_Activity_
Go through the records below and tally the lines that include "Таёжная". Answer with the number only.

*** Dataset excerpts

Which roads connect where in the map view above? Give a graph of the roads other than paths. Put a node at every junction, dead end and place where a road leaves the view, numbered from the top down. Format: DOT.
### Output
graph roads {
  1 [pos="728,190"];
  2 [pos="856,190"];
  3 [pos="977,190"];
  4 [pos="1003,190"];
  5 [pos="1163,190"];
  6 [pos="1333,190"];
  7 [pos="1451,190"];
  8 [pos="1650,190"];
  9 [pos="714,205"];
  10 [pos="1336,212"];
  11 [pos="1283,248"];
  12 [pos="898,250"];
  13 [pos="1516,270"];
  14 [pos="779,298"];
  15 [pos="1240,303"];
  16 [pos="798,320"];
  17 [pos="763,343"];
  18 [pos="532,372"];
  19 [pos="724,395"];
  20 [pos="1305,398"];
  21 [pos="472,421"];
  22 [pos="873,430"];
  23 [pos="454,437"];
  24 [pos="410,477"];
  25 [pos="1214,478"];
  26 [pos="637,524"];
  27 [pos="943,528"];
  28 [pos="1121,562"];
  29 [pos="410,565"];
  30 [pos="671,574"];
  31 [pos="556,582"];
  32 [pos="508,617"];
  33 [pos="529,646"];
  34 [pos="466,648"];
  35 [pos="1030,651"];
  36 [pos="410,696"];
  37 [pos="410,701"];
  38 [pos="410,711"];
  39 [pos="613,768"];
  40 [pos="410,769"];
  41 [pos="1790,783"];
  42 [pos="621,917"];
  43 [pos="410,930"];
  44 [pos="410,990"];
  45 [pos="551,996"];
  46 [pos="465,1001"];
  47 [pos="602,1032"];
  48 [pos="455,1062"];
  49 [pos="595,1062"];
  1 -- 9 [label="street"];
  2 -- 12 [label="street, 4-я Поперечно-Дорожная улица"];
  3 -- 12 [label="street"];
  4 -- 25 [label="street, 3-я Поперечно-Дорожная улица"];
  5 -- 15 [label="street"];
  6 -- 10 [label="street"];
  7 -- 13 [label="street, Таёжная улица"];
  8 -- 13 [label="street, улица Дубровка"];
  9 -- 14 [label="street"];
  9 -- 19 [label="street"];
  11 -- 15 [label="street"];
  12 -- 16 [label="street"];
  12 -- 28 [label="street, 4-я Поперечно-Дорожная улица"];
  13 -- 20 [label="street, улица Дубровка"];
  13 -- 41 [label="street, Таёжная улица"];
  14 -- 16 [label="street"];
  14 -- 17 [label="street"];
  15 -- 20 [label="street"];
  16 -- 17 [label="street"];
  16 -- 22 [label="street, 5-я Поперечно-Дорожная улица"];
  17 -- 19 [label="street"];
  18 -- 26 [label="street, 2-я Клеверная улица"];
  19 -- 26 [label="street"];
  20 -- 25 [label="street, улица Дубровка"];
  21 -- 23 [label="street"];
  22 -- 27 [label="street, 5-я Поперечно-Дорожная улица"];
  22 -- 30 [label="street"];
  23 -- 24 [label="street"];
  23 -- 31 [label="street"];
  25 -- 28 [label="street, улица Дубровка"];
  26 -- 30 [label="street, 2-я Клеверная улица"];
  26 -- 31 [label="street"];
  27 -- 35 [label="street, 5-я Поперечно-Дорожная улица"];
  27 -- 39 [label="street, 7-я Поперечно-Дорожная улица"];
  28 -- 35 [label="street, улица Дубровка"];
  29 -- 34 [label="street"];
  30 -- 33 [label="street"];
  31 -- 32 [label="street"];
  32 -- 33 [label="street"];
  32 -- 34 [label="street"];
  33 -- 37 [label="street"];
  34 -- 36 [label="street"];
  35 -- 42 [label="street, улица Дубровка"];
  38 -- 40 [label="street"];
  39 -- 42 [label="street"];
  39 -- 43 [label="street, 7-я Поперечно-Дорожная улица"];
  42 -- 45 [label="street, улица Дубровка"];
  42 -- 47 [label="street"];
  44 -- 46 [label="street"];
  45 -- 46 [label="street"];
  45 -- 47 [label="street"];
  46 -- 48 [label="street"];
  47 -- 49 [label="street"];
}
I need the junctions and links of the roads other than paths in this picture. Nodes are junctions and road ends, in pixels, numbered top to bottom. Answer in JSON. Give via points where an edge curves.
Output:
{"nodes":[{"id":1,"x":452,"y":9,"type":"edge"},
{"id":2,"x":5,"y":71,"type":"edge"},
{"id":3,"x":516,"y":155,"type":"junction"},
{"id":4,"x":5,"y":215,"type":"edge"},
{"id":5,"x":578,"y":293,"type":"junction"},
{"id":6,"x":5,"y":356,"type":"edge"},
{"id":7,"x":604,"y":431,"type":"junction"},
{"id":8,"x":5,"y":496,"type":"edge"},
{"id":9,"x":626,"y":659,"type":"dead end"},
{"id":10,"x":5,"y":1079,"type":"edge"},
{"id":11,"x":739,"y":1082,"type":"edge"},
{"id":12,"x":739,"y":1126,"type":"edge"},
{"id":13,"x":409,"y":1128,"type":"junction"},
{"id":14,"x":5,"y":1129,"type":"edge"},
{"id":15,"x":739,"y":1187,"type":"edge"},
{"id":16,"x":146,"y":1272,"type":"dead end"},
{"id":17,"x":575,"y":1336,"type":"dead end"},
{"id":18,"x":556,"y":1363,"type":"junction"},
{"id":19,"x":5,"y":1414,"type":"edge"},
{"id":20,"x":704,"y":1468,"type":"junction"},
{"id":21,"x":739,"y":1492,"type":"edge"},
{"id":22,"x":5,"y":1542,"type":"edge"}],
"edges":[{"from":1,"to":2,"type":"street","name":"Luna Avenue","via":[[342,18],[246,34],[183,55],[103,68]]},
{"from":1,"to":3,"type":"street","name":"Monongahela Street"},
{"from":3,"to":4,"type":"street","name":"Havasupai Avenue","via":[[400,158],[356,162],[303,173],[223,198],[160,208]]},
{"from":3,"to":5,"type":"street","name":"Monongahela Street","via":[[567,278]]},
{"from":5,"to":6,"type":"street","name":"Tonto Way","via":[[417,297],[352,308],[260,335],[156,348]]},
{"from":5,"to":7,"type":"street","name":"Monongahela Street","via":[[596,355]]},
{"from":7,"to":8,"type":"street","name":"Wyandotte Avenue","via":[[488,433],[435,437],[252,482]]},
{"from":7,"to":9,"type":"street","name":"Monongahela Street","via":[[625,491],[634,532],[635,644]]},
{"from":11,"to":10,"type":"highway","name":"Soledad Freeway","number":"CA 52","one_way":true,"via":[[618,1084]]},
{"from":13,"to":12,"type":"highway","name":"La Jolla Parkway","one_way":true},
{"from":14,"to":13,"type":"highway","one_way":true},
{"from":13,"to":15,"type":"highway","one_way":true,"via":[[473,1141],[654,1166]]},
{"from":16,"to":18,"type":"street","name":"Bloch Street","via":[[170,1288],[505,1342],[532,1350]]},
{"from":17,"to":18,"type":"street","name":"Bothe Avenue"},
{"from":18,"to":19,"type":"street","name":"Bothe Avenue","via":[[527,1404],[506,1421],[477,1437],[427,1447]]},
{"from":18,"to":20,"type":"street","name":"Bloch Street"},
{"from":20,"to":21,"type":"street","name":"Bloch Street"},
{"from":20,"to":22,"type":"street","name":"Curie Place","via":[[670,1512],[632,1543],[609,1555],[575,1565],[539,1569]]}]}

******

_Written solution_
2